*** Task material Section Begins ***

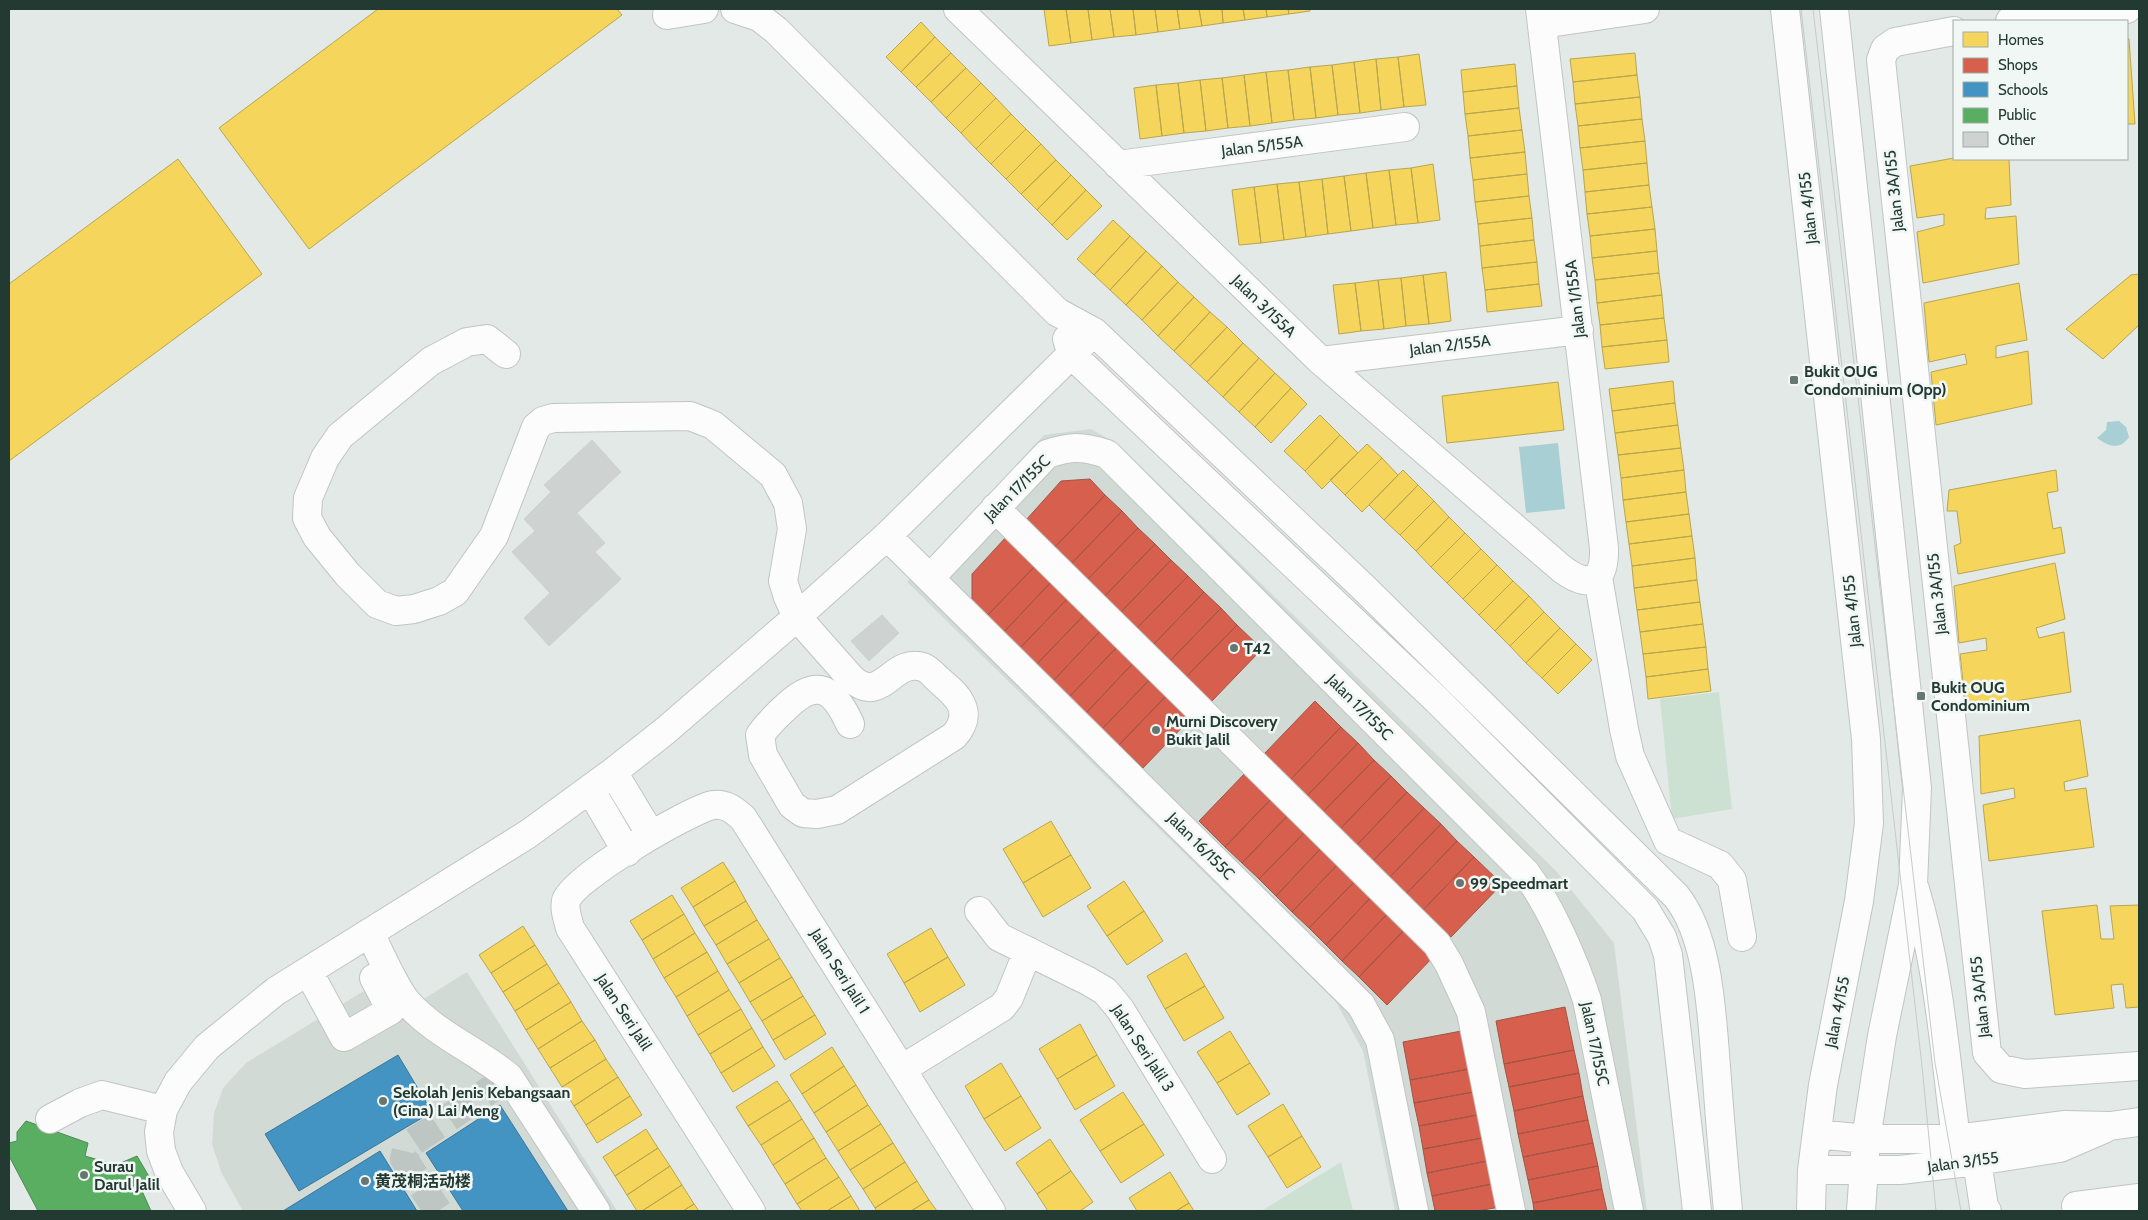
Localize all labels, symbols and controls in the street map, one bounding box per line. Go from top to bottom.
legend [1953,20,2128,160]
text: Homes [1998,31,2044,49]
text: Shops [1998,56,2038,74]
text: Schools [1998,81,2048,99]
text: Public [1998,106,2036,124]
text: Other [1998,131,2035,149]
street label: Jalan 5/155A [1219,132,1304,161]
street label: Jalan 3A/155 [1880,149,1908,234]
street label: Jalan 4/155 [1795,171,1821,246]
street label: Jalan 1/155A [1561,259,1589,340]
street label: Jalan 3/155A [1227,270,1300,341]
street label: Jalan 2/155A [1407,331,1492,360]
place label: Bukit OUG Condominium (Opp) [1804,362,1947,399]
marker: Bukit OUG Condominium (Opp) [1788,374,1800,386]
street label: Jalan 17/155C [979,451,1054,526]
street label: Jalan 3A/155 [1923,552,1951,637]
street label: Jalan 4/155 [1839,574,1865,649]
place label: T42 [1244,639,1271,658]
marker: T42 [1228,642,1240,654]
street label: Jalan 17/155C [1322,669,1397,744]
place label: Bukit OUG Condominium [1931,678,2030,715]
marker: Bukit OUG Condominium [1915,690,1927,702]
place label: Murni Discovery Bukit Jalil [1166,712,1278,749]
marker: Murni Discovery Bukit Jalil [1150,724,1162,736]
street label: Jalan 16/155C [1163,808,1239,884]
place label: 99 Speedmart [1470,874,1569,893]
marker: 99 Speedmart [1454,877,1466,889]
street label: Jalan Seri Jalil 1 [806,924,874,1017]
street label: Jalan 3A/155 [1966,955,1994,1040]
street label: Jalan Seri Jalil [592,969,656,1054]
street label: Jalan 4/155 [1821,975,1853,1050]
street label: Jalan 17/155C [1577,999,1613,1088]
street label: Jalan Seri Jalil 3 [1107,1000,1178,1095]
place label: Sekolah Jenis Kebangsaan (Cina) Lai Meng [393,1083,570,1120]
marker: Sekolah Jenis Kebangsaan (Cina) Lai Meng [377,1095,389,1107]
street label: Jalan 3/155 [1925,1148,2000,1177]
place label: Surau Darul Jalil [94,1157,160,1194]
marker: Surau Darul Jalil [78,1169,90,1181]
place label: 黄茂桐活动楼 [375,1172,471,1191]
marker: 黄茂桐活动楼 [359,1175,371,1187]

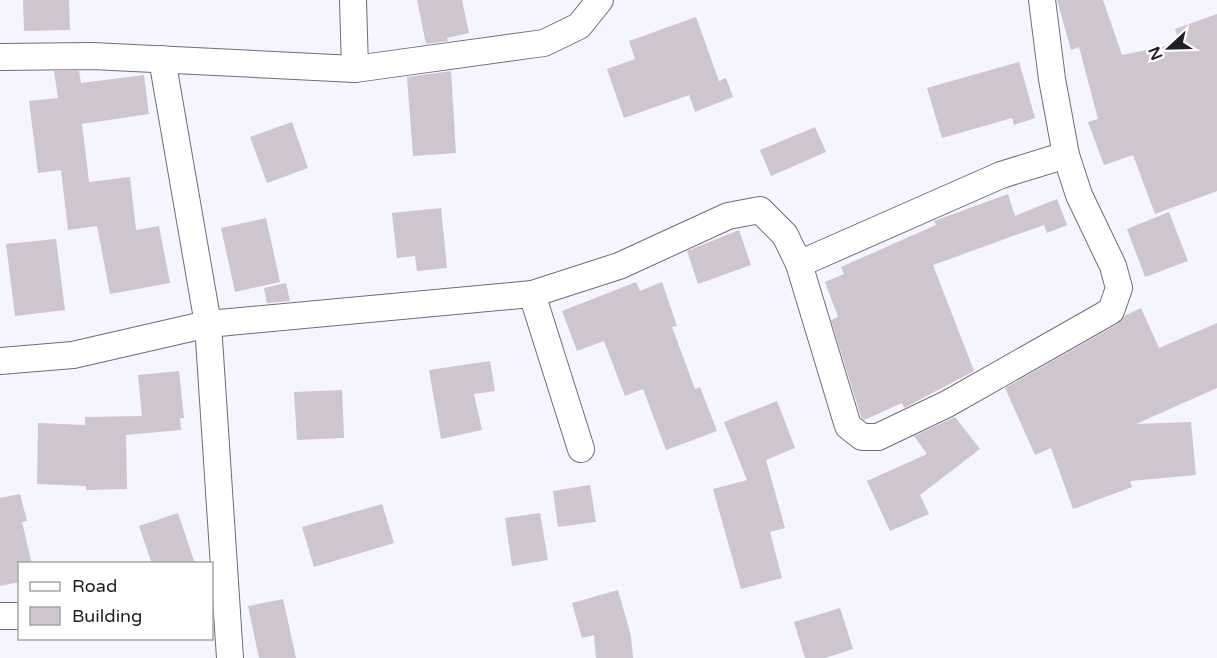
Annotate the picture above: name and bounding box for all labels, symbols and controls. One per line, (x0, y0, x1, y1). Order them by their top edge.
north arrow (1139, 18, 1199, 78)
text: N (1144, 44, 1168, 63)
legend (18, 562, 213, 640)
text: Road (72, 575, 117, 597)
text: Building (72, 605, 142, 627)

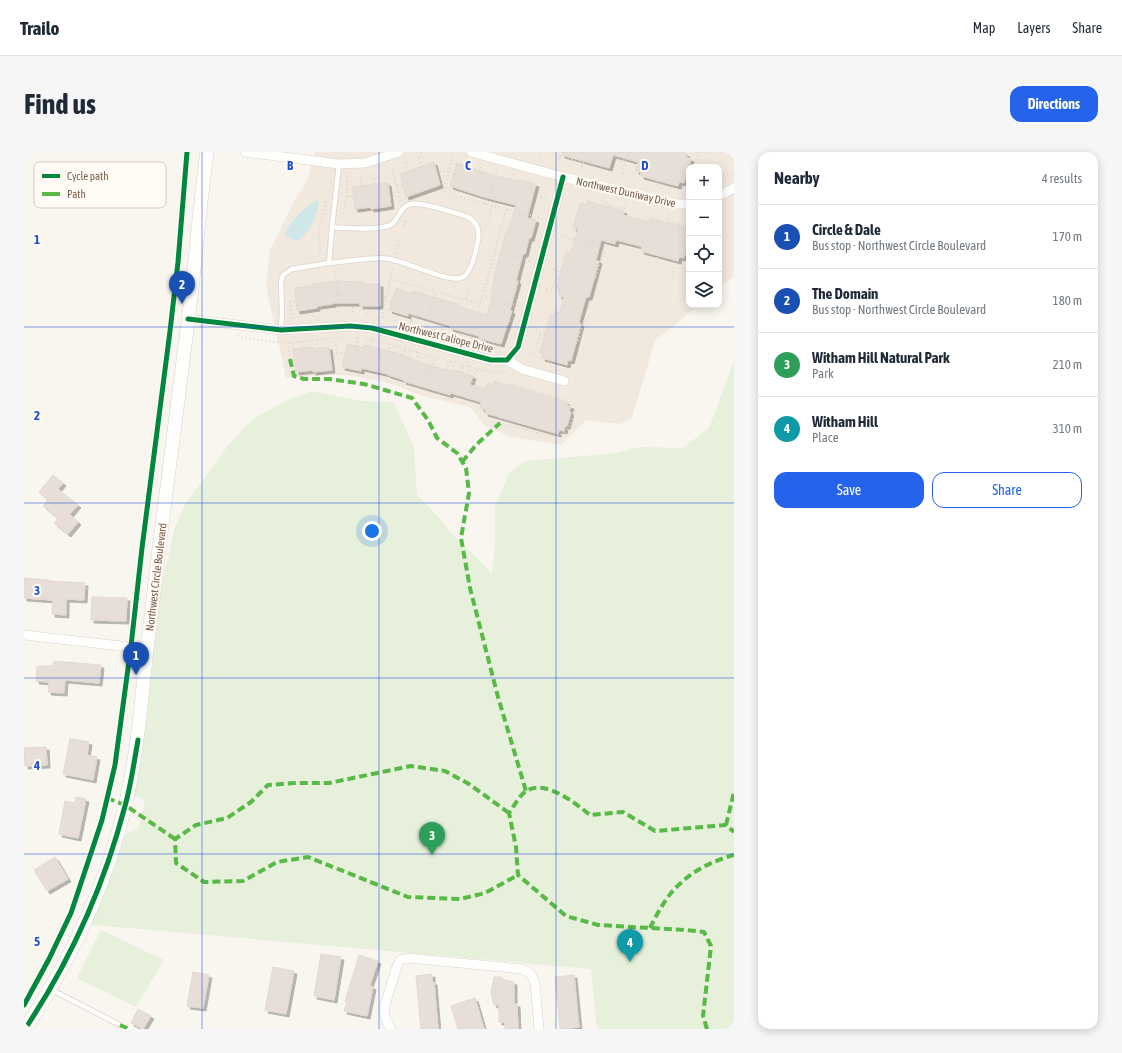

*** Task material Section Ends ***

Your goal:
Only a number is wanted here: how many lines of the material contain the string "Discovery".

Solution for this task:
2